RAW DATA:
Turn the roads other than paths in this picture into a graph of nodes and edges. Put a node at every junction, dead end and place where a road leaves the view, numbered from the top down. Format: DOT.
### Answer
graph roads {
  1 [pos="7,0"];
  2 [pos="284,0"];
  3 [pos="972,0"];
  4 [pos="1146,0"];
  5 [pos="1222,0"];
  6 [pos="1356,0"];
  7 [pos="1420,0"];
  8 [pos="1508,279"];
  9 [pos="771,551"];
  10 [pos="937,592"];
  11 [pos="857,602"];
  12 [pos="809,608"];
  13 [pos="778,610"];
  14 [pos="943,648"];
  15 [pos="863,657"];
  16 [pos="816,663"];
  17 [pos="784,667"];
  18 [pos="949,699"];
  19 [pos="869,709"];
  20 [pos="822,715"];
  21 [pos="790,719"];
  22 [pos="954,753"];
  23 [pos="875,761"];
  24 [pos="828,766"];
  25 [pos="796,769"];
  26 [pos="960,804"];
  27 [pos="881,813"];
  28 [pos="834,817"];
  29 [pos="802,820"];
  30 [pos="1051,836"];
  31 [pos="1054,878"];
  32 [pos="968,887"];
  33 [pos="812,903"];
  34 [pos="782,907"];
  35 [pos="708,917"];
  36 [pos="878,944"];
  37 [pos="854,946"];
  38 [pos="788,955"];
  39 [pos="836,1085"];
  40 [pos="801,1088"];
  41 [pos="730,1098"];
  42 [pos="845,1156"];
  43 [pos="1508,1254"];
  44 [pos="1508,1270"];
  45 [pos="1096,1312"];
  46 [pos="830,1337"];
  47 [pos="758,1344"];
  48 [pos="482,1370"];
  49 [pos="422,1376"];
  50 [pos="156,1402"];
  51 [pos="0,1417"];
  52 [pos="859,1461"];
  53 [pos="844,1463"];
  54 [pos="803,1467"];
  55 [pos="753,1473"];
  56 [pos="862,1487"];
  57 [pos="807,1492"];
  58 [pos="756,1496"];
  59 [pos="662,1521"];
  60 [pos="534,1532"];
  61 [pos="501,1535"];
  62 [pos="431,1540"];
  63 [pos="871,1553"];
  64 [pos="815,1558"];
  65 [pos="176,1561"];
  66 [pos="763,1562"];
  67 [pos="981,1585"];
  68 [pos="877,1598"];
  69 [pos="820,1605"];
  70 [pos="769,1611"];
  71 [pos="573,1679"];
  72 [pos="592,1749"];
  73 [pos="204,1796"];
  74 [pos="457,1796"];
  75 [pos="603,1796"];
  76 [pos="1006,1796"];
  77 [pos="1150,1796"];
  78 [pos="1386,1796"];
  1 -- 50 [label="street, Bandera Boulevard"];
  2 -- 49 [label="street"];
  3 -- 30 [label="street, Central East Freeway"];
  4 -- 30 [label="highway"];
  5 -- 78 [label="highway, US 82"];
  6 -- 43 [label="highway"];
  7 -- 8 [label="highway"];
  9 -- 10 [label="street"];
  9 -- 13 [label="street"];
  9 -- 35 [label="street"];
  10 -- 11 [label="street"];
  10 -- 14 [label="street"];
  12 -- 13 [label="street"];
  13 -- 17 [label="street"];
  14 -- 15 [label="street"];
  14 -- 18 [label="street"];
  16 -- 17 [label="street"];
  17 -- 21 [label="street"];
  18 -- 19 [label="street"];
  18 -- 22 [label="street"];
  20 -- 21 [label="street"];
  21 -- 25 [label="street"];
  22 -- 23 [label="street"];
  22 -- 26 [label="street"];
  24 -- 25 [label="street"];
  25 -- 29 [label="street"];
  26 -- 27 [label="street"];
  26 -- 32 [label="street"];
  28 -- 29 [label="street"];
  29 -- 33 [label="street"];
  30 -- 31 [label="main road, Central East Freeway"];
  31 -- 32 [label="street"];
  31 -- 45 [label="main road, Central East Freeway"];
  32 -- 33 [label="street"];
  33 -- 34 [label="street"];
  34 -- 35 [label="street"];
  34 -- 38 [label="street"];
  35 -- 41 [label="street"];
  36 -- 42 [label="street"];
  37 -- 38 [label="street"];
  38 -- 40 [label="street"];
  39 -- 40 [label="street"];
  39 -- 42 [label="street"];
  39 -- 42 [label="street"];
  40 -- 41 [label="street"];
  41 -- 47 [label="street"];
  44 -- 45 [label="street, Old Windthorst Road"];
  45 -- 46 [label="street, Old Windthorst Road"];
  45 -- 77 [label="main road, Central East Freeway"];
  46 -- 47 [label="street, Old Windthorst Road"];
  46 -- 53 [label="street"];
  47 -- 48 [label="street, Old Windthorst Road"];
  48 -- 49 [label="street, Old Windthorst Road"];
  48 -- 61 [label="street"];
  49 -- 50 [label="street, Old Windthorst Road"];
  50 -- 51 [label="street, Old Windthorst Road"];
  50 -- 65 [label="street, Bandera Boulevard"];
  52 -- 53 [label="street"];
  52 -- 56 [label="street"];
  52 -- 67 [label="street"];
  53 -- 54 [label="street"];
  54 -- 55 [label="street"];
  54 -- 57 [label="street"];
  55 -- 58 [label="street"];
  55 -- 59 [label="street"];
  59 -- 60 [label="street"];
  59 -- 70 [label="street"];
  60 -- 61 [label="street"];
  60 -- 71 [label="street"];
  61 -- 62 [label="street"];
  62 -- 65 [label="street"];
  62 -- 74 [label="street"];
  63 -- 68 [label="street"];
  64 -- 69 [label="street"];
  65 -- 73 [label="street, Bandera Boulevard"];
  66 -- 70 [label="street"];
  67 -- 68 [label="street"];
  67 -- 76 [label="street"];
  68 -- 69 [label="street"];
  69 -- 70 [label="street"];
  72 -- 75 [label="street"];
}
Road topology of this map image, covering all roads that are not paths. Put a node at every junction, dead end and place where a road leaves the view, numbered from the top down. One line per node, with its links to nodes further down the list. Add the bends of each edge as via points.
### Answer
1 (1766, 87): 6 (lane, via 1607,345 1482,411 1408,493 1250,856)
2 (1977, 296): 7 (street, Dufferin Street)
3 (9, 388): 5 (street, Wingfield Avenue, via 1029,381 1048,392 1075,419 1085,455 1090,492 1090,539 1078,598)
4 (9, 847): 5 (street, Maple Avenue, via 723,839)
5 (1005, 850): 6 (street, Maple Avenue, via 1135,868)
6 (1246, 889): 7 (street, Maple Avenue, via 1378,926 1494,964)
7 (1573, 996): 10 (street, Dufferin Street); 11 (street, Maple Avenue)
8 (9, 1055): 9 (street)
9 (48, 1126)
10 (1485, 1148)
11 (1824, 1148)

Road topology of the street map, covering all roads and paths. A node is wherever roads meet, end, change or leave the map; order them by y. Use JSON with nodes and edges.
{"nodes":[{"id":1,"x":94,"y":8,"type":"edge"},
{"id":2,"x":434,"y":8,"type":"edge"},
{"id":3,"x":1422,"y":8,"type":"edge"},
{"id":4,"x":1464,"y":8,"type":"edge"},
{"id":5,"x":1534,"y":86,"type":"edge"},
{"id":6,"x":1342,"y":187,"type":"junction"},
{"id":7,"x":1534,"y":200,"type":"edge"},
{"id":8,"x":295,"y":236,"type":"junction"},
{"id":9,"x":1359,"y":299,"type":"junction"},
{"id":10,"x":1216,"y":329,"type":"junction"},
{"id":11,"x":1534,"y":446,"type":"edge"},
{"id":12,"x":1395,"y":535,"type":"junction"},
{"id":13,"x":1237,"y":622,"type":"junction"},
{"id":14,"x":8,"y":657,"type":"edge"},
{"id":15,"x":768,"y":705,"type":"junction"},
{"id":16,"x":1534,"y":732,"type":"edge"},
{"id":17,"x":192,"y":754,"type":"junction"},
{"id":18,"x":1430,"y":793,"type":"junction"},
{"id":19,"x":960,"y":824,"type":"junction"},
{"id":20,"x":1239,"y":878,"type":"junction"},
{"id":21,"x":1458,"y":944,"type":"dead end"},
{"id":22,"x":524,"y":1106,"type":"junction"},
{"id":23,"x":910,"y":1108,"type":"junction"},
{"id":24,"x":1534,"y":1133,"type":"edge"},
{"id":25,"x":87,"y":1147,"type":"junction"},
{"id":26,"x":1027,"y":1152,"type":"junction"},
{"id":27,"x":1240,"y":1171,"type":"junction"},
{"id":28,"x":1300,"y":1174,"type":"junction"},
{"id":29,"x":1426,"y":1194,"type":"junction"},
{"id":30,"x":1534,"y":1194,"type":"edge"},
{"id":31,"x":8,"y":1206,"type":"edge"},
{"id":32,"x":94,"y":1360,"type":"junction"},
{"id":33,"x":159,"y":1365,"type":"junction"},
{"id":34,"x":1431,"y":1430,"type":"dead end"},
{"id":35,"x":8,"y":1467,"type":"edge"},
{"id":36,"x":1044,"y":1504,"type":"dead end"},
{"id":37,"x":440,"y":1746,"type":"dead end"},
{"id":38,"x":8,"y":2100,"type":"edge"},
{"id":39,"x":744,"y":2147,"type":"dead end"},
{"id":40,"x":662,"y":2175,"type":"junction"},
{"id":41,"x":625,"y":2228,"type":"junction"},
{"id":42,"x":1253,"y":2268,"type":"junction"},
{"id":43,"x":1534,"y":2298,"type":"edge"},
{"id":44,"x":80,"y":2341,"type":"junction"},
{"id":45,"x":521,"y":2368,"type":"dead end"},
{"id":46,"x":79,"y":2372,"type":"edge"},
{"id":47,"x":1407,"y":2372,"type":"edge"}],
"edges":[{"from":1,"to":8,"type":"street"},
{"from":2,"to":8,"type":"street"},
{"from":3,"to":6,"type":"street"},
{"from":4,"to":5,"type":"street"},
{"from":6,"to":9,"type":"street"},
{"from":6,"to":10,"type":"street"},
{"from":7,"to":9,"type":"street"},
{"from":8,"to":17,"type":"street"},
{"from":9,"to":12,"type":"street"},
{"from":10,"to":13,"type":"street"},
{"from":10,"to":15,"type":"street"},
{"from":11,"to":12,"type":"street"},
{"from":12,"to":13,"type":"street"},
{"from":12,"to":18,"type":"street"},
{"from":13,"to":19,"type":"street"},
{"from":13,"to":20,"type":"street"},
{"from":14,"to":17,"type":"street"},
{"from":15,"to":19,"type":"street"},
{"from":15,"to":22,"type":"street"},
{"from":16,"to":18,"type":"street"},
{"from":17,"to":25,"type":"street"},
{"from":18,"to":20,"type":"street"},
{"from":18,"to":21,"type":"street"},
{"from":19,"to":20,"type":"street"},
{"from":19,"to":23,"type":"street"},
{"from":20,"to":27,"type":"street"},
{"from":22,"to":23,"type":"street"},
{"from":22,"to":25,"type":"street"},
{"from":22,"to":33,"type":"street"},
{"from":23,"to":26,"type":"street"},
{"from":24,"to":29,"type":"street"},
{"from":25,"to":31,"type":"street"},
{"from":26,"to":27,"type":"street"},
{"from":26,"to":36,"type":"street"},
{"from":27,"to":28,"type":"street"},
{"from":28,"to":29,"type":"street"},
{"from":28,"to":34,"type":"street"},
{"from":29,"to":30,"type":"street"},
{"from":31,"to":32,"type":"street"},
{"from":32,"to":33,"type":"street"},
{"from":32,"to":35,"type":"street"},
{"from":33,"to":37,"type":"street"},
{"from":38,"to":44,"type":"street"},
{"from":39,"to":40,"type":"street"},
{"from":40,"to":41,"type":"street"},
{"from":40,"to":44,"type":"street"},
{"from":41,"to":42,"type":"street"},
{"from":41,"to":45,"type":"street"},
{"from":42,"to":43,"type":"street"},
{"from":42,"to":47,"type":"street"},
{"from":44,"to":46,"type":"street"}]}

ACTIVITY: Whenever the word "with" shows up in a line of the entries above, copy that line.

ANSWER SECTION:
Road topology of this map image, covering all roads that are not paths. Put a node at every junction, dead end and place where a road leaves the view, numbered from the top down. One line per node, with its links to nodes further down the list. Add the bends of each edge as via points.
Road topology of the street map, covering all roads and paths. A node is wherever roads meet, end, change or leave the map; order them by y. Use JSON with nodes and edges.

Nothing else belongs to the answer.